What to do →
Check every line of the material below, and show those that contain "roads".

Provided records →
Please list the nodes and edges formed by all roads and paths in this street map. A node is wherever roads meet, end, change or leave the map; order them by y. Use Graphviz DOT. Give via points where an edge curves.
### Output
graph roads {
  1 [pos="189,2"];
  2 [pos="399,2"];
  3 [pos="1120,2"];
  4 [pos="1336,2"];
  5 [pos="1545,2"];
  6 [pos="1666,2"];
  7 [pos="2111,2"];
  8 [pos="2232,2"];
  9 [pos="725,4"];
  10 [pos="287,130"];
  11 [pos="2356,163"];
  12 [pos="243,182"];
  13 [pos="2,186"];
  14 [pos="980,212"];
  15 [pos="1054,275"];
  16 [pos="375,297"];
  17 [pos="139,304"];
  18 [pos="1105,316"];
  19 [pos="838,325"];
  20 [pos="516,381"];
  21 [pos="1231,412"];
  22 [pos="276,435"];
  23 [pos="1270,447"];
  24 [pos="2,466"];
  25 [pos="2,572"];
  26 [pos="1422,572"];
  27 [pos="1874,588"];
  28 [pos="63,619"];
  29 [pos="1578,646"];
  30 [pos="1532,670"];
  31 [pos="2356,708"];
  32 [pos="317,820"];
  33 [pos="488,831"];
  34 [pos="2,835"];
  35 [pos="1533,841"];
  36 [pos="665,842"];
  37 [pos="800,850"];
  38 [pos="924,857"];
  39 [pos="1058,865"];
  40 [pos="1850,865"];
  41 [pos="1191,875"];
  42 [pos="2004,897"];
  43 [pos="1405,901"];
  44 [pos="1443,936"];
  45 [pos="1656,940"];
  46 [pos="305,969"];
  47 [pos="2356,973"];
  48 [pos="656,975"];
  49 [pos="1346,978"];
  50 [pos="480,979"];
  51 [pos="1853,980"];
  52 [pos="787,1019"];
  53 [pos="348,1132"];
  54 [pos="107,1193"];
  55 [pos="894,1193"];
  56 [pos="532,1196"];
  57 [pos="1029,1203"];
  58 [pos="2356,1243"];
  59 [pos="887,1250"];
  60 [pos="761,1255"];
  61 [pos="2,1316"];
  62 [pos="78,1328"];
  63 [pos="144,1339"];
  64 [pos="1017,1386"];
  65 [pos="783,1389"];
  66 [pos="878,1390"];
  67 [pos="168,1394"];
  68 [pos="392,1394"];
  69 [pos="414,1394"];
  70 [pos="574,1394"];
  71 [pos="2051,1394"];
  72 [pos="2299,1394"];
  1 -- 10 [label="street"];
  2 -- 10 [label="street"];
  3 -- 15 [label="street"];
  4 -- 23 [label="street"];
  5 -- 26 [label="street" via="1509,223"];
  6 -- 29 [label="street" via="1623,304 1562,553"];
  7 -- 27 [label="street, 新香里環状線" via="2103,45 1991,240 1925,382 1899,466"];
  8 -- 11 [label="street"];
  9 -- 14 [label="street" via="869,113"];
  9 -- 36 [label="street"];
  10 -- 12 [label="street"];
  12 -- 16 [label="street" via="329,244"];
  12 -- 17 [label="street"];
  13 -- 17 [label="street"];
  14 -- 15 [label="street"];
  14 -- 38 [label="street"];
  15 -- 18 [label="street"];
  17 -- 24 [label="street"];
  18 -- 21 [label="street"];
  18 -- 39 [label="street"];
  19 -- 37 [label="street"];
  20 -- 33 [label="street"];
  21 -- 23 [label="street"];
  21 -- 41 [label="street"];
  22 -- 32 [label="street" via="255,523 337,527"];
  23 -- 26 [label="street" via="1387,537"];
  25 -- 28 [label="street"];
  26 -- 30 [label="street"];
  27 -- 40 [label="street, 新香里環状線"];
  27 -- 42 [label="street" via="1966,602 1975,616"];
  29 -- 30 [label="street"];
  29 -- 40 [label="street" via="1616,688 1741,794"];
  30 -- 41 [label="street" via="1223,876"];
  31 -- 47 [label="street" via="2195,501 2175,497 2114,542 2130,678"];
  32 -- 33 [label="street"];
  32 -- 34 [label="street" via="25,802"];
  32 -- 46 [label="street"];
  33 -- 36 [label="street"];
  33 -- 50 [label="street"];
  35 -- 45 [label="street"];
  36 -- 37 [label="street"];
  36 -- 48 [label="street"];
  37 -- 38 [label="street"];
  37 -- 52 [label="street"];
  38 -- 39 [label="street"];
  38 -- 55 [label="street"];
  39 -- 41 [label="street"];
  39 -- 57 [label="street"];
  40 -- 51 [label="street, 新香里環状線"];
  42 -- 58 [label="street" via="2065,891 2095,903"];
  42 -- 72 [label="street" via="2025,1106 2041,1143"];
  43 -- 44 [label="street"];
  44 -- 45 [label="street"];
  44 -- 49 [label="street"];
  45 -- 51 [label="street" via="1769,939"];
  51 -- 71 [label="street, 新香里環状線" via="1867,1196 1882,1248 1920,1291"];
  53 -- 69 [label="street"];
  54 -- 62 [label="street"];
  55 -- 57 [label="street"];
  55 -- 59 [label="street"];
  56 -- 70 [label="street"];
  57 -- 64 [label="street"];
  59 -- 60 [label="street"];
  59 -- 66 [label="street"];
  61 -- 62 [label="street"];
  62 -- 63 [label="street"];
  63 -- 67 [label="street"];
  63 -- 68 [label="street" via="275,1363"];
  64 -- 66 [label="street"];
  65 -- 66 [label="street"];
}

Answer space →
Please list the nodes and edges formed by all roads and paths in this street map. A node is wherever roads meet, end, change or leave the map; order them by y. Use Graphviz DOT. Give via points where an edge curves.
graph roads {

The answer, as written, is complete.